You wrote the first chapter of Reclaiming Our Own in 1997. What caused you to pick it back up and finish two decades later?

I grew up around books. My mom was a public librarian. I remember her bringing sacks of books home from the library. She always had a book close by. My love of reading and writing comes from her. I started the book while on a one-year tour of duty in Korea. I remember calling my mom and telling her I was bored and lonely. She mentioned that those were great reasons to get lost in writing a novel. I spent a few months plotting and building characters. Before I left Korea, I had put the first chapter on paper. As with many of our goals, life got in the way. Twenty years later, my employer was downsized and I had some unexpected free time. I was cleaning out old boxes of my military records and discovered the original chapter. I had an immediate connection to it and felt an overwhelming need to finish what I had started. It took me two more years to complete it. It’s not perfect, it may not sell many copies, but it is something I am proud to have accomplished.

How did your writing evolve during that time?

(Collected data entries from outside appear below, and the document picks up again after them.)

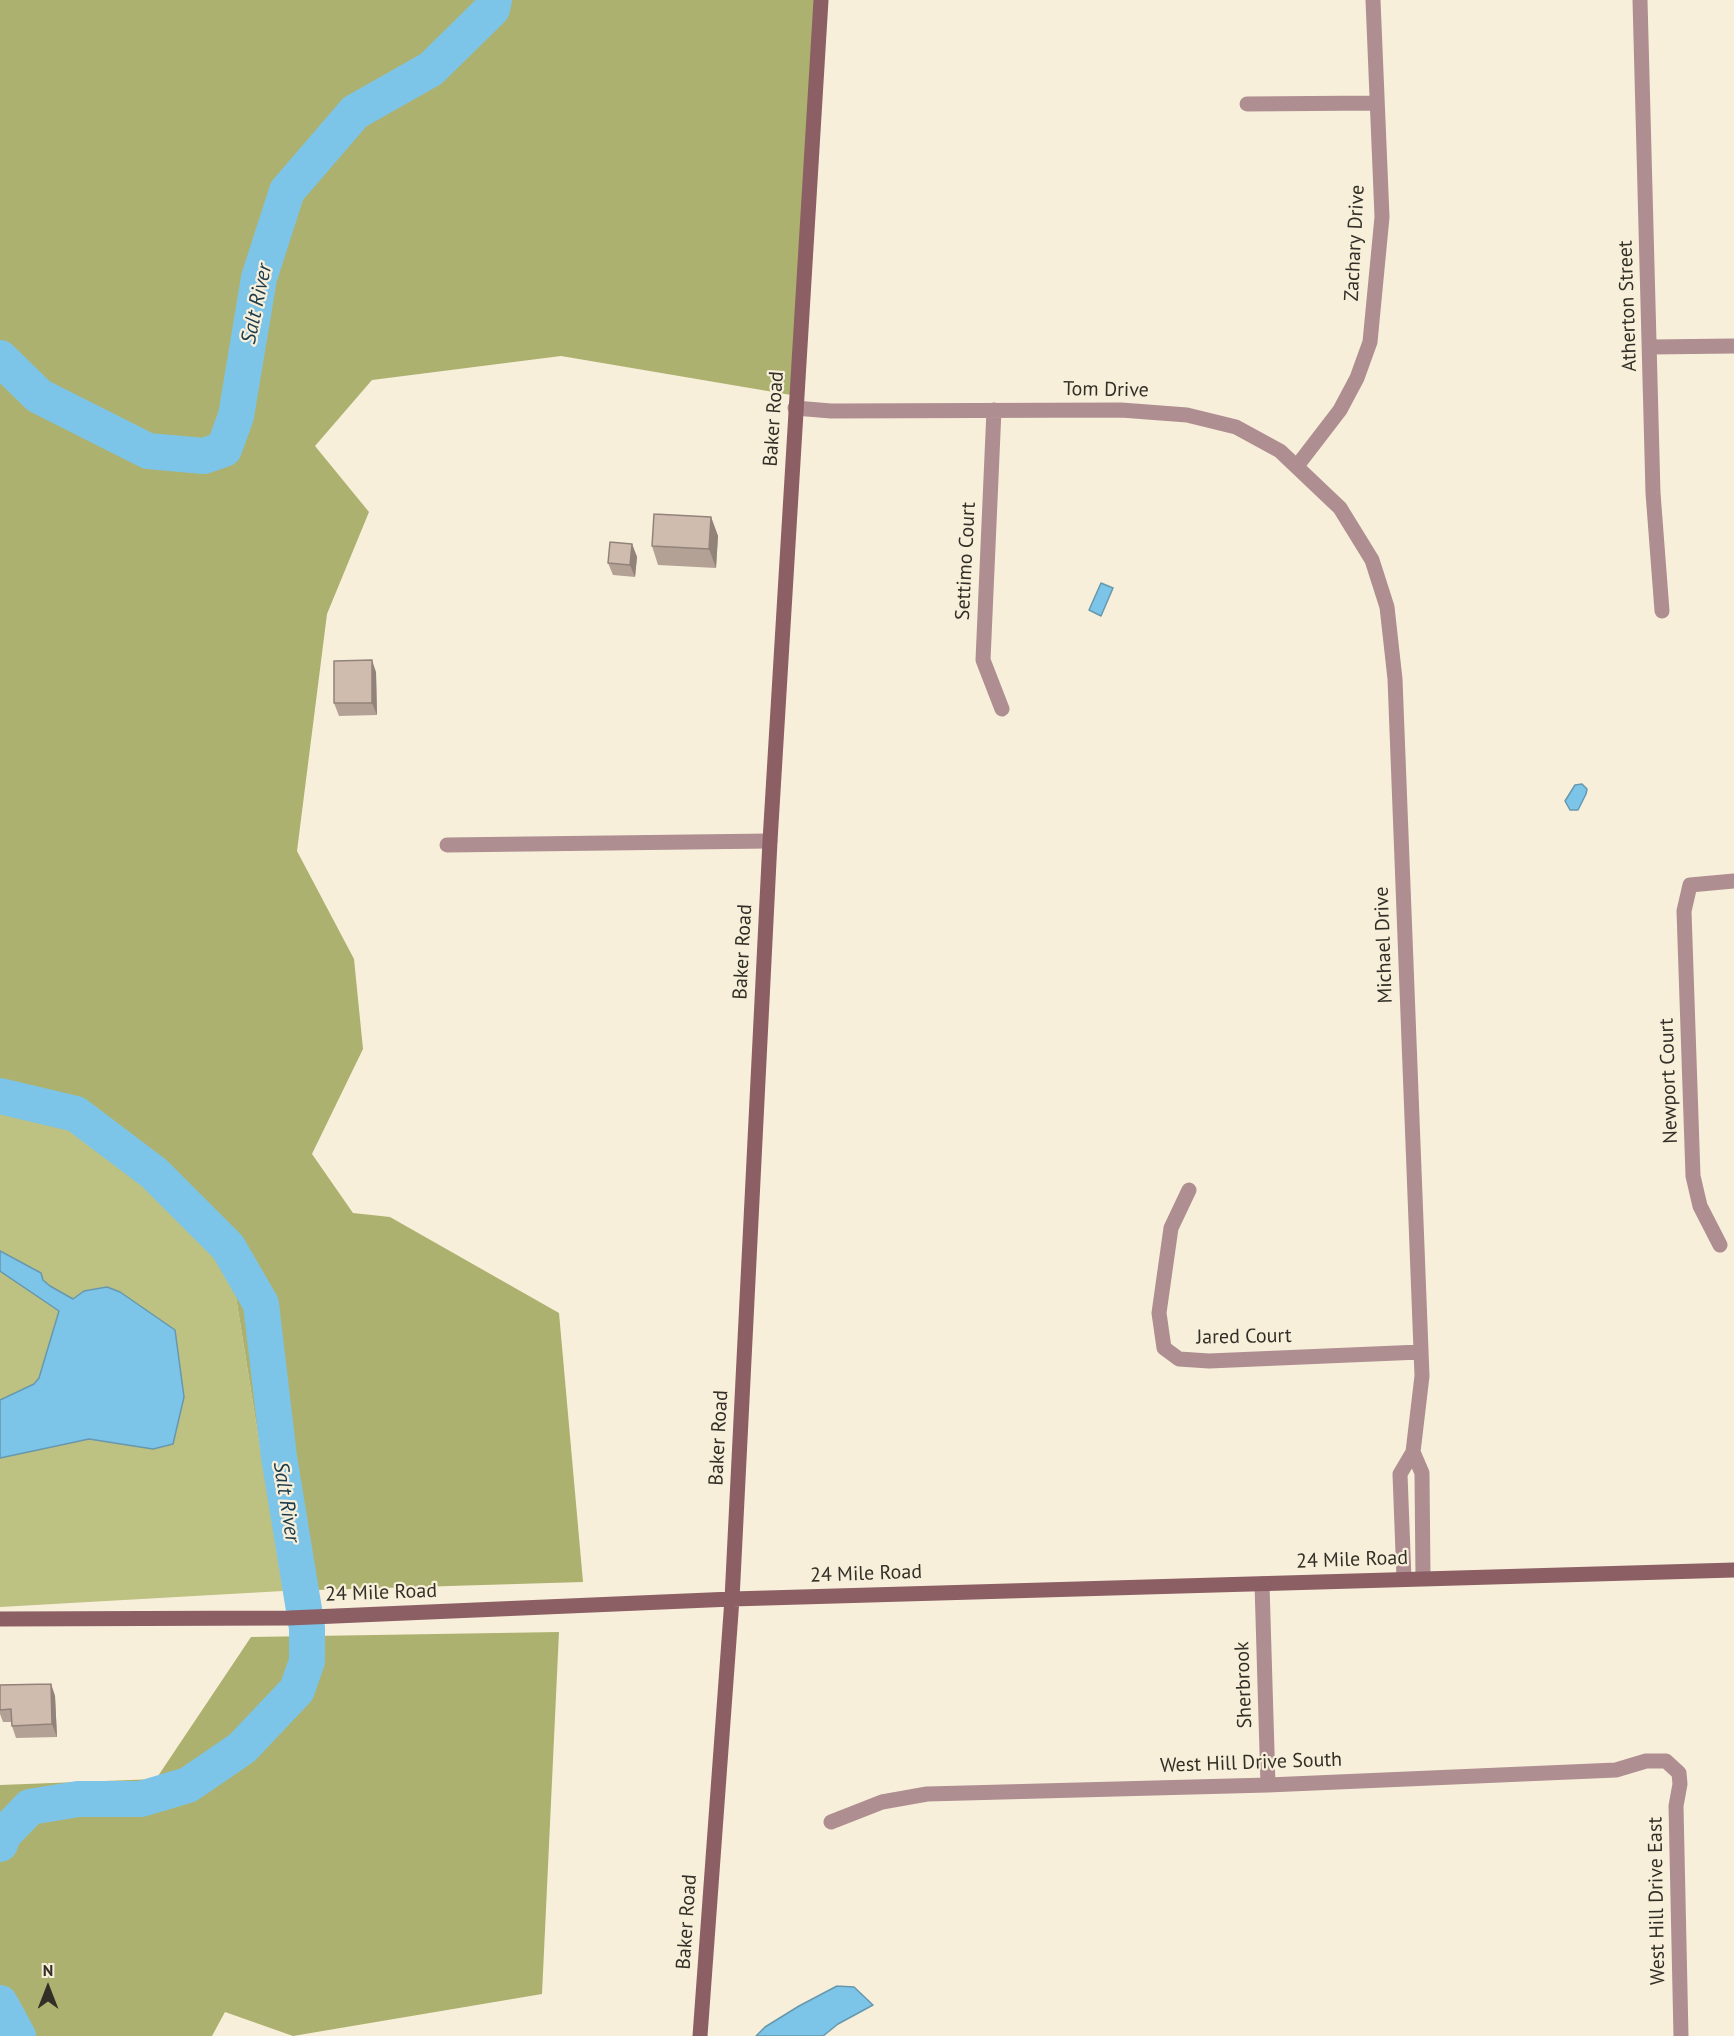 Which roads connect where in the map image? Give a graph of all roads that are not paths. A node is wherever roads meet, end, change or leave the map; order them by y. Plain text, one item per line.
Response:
1 (821, 0) edge
2 (1373, 0) edge
3 (1640, 0) edge
4 (1376, 103) junction
5 (1247, 104) dead end
6 (1734, 346) edge
7 (1651, 347) junction
8 (795, 408) junction
9 (994, 410) junction
10 (1297, 466) junction
11 (1662, 611) dead end
12 (1002, 709) dead end
13 (770, 841) junction
14 (447, 845) dead end
15 (1734, 881) edge
16 (1189, 1190) dead end
17 (1720, 1245) dead end
18 (1420, 1352) junction
19 (1413, 1452) junction
20 (1734, 1570) edge
21 (1423, 1578) junction
22 (1404, 1579) junction
23 (1262, 1584) junction
24 (732, 1599) junction
25 (0, 1619) edge
26 (1673, 1767) joint
27 (1268, 1785) junction
28 (831, 1822) dead end
29 (700, 2036) edge
30 (1681, 2036) edge

1 - 8 street, Baker Road
2 - 4 street, Zachary Drive
3 - 7 street, Atherton Street
4 - 5 street
4 - 10 street, Zachary Drive
6 - 7 street
7 - 11 street, Atherton Street
8 - 9 street, Tom Drive
8 - 13 street, Baker Road
9 - 10 street, Tom Drive
9 - 12 street, Settimo Court
10 - 18 street, Michael Drive
13 - 14 street
13 - 24 street, Baker Road
15 - 17 street, Newport Court
16 - 18 street, Jared Court
18 - 19 street, Michael Drive
19 - 21 street, Michael Drive
19 - 22 street, Michael Drive
20 - 21 street, 24 Mile Road
21 - 22 street, 24 Mile Road
22 - 23 street, 24 Mile Road
23 - 24 street, 24 Mile Road
23 - 27 street, Sherbrook
24 - 25 street, 24 Mile Road
24 - 29 street, Baker Road
26 - 27 street, West Hill Drive South
26 - 30 street, West Hill Drive East
27 - 28 street, West Hill Drive South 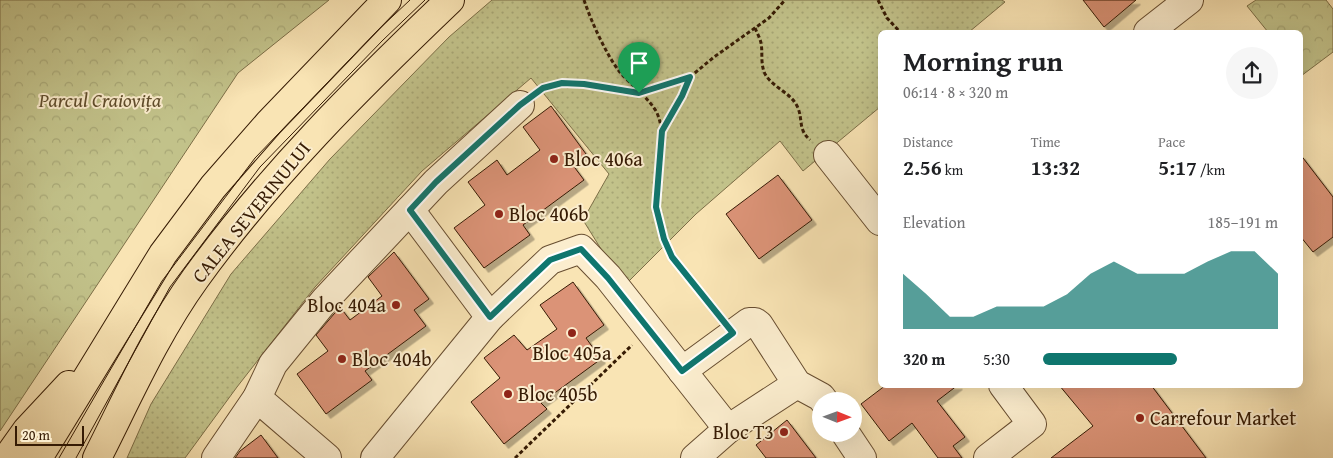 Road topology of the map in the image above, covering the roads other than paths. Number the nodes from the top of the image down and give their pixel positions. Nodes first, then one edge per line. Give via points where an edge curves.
1 (387, 0) edge
2 (450, 0) edge
3 (1189, 0) edge
4 (1151, 30) edge
5 (520, 105) road end
6 (828, 155) dead end
7 (410, 210) junction
8 (878, 218) edge
9 (490, 317) junction
10 (106, 346) junction
11 (682, 371) junction
12 (797, 384) junction
13 (1005, 388) edge
14 (812, 392) edge
15 (257, 398) junction
16 (728, 429) junction
17 (851, 442) edge
18 (100, 454) edge
19 (7, 458) edge
20 (38, 458) edge
21 (216, 458) edge
22 (328, 458) edge
23 (375, 458) edge
24 (694, 458) edge
25 (862, 458) edge
26 (988, 458) edge

1 - 10 main road, CALEA SEVERINULUI via 269,123 213,187 163,254
2 - 18 main road, CALEA SEVERINULUI via 311,138 247,210 194,280 155,345
3 - 4 lane
5 - 7 lane
6 - 8 lane
7 - 9 lane
7 - 15 lane via 325,300 273,364
9 - 11 lane via 550,260 581,249
9 - 23 lane
10 - 19 main road via 26,430
10 - 20 main road, CALEA SEVERINULUI
11 - 12 lane via 749,322 755,322
11 - 16 lane
12 - 14 lane
12 - 16 lane
13 - 26 lane via 1032,424
15 - 21 lane
15 - 22 lane
16 - 24 lane
17 - 25 lane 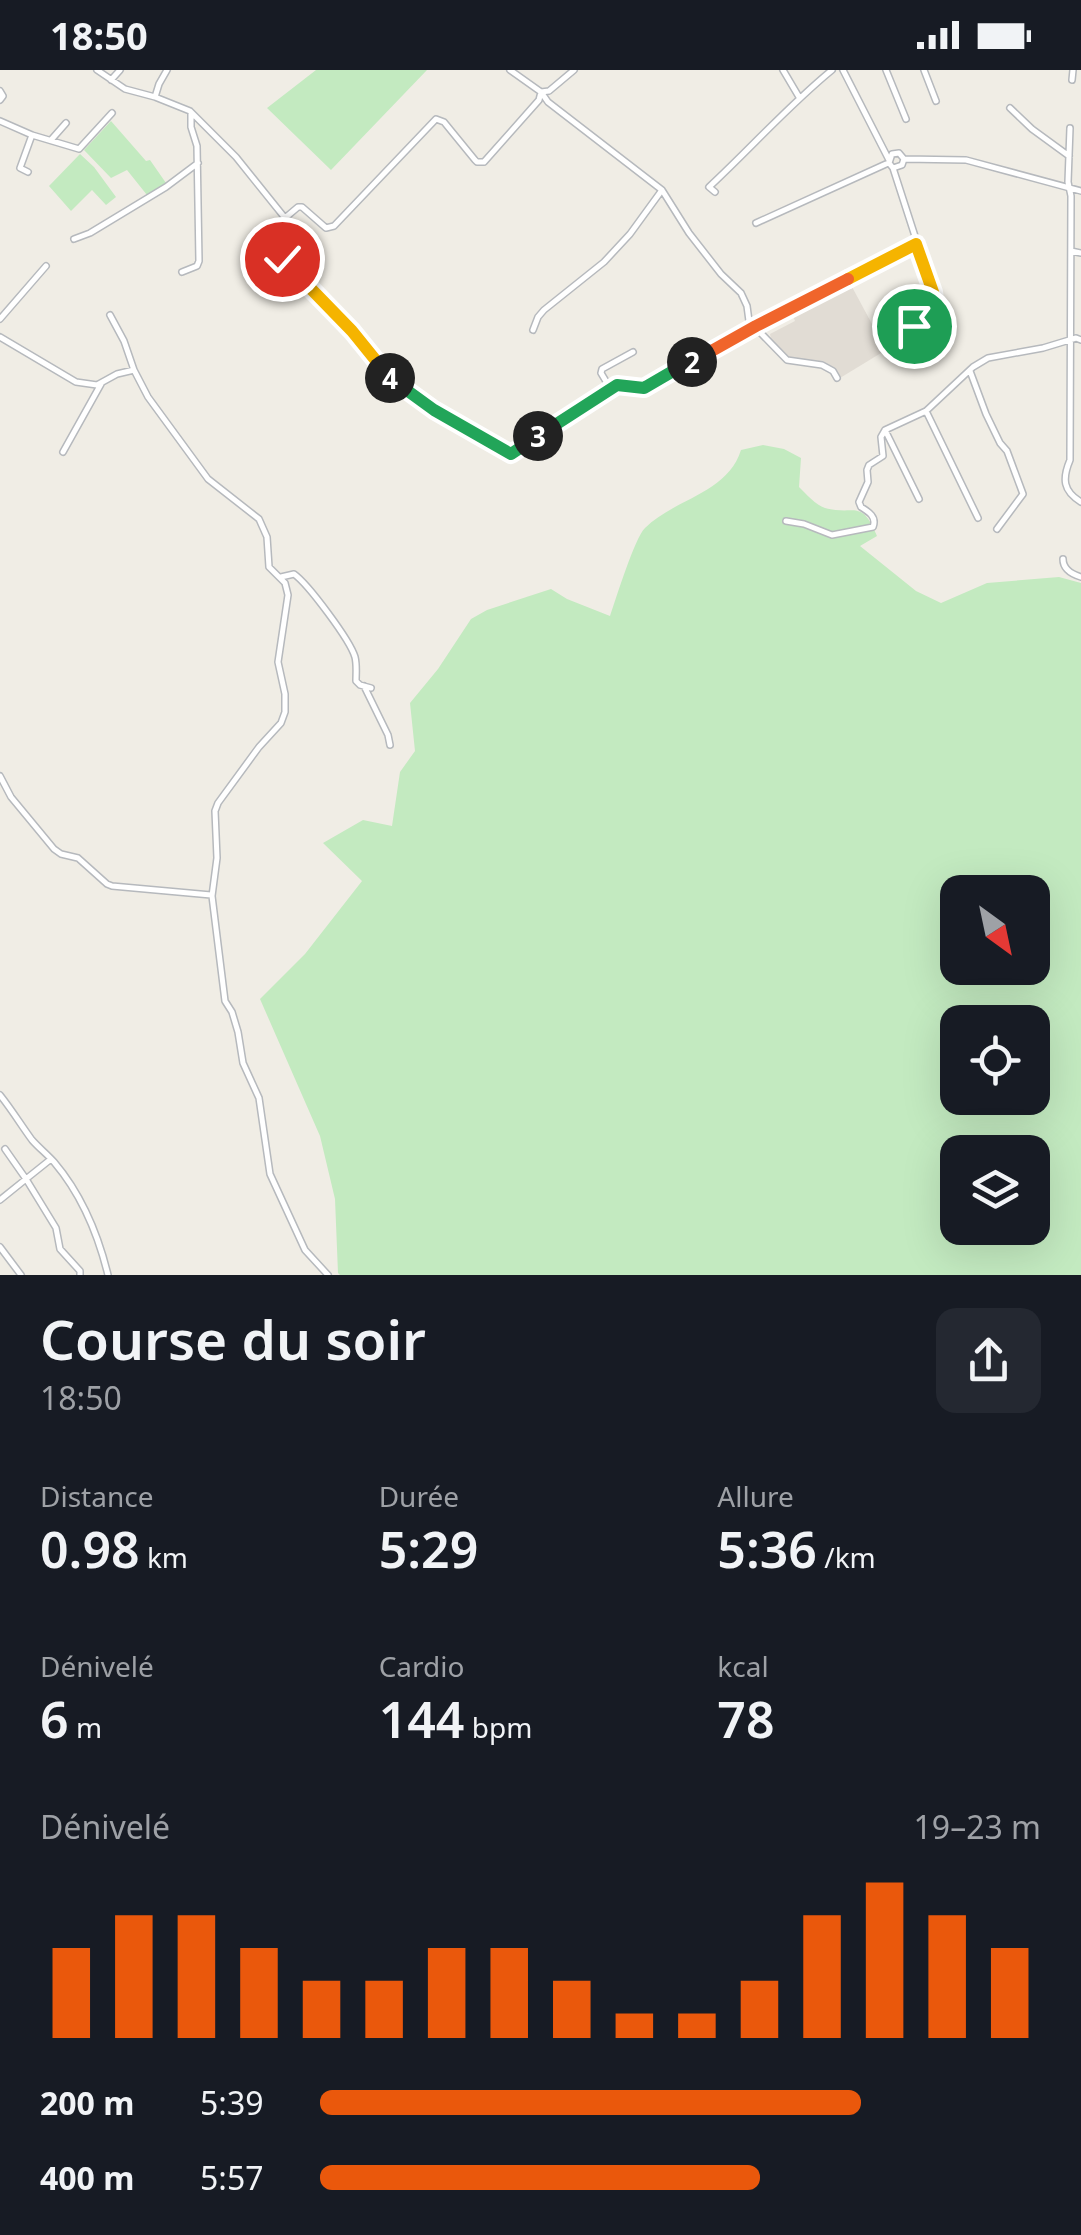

All writers aspire to get better. When I look back at my early writing, I see that I have become better at the craft. Evolving as a writer means moving into finding your voice and your emotional connection to your writing. I think of myself as a character writer. I love a good plot, but complex characters move the needle for me. Over the years, I have found that I embed a piece of myself in all of my characters. It’s a bit cathartic to release your fears and regrets through writing.

If you could pick anyone to give this book to, who would it be and why?

I would give the book to veterans’ friends and families. Several of the characters are combat veterans and are based on some of my dearest friends. One of my goals was to raise awareness of PTSD through those characters. Many people associate PTSD with combat experience only. In reality, PTSD can show up for many other reasons. Parts of the book offer a deeper understanding of how PTSD affects a person and how she or he deals with it.

What is the one thing you most want to tell readers, other writers, or booksellers about you or your book?

The readers are the most important. Whether you are giving the work away for free or trying to sell it, the readers give you an audience. I would first thank the readers for taking the time to read my work, and then I would ask them for patience as I get better at my craft. For the writers out there, keep plugging along and get the work done. It’s not going to write itself. It doesn’t have to be perfect, but it does need to be finished. Booksellers, give us indie authors a chance.

What are you working on now?

Reclaiming Our Own will be a trilogy. I have already started book two and have ideas for book three. I plan to take on a female main character next. That will be quite the challenge, but I am up for it.